Dataset extract:
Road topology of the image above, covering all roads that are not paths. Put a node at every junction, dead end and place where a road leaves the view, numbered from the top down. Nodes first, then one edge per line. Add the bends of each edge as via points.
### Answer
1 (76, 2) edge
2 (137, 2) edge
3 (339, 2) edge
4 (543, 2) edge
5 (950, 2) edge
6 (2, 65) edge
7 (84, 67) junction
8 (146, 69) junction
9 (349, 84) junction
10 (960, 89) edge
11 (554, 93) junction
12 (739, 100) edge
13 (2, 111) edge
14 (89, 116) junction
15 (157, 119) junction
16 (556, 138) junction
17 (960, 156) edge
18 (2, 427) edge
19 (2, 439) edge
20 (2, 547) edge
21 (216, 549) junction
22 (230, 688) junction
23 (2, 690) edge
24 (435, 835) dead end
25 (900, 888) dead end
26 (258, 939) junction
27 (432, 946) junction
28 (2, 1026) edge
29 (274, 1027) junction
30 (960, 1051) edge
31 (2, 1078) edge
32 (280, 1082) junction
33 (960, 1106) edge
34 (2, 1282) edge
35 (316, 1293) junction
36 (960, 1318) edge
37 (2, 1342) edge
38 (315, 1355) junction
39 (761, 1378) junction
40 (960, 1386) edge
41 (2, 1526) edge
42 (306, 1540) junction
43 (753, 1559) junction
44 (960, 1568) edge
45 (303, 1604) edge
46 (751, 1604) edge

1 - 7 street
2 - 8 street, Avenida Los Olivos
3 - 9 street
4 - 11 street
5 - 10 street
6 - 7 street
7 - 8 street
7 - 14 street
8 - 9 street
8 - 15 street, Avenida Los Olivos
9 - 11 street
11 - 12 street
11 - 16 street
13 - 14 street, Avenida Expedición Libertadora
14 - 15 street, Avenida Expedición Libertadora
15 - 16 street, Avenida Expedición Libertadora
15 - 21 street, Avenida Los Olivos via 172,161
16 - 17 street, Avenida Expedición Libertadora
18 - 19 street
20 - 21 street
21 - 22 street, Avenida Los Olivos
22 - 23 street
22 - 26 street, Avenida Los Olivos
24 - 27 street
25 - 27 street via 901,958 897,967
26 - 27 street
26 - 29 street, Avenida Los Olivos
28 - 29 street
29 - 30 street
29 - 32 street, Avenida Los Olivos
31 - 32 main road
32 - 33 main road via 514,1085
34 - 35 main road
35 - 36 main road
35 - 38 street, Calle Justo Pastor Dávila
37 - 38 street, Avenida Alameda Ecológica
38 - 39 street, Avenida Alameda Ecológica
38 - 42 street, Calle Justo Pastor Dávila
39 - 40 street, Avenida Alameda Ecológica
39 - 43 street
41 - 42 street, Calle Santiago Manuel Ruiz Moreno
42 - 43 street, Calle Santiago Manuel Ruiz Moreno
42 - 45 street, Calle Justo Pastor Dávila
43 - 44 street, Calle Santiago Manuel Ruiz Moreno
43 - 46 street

Work instruction:
Out of the material above, select every line that holds the string "dead".

Response:
Road topology of the image above, covering all roads that are not paths. Put a node at every junction, dead end and place where a road leaves the view, numbered from the top down. Nodes first, then one edge per line. Add the bends of each edge as via points.
24 (435, 835) dead end
25 (900, 888) dead end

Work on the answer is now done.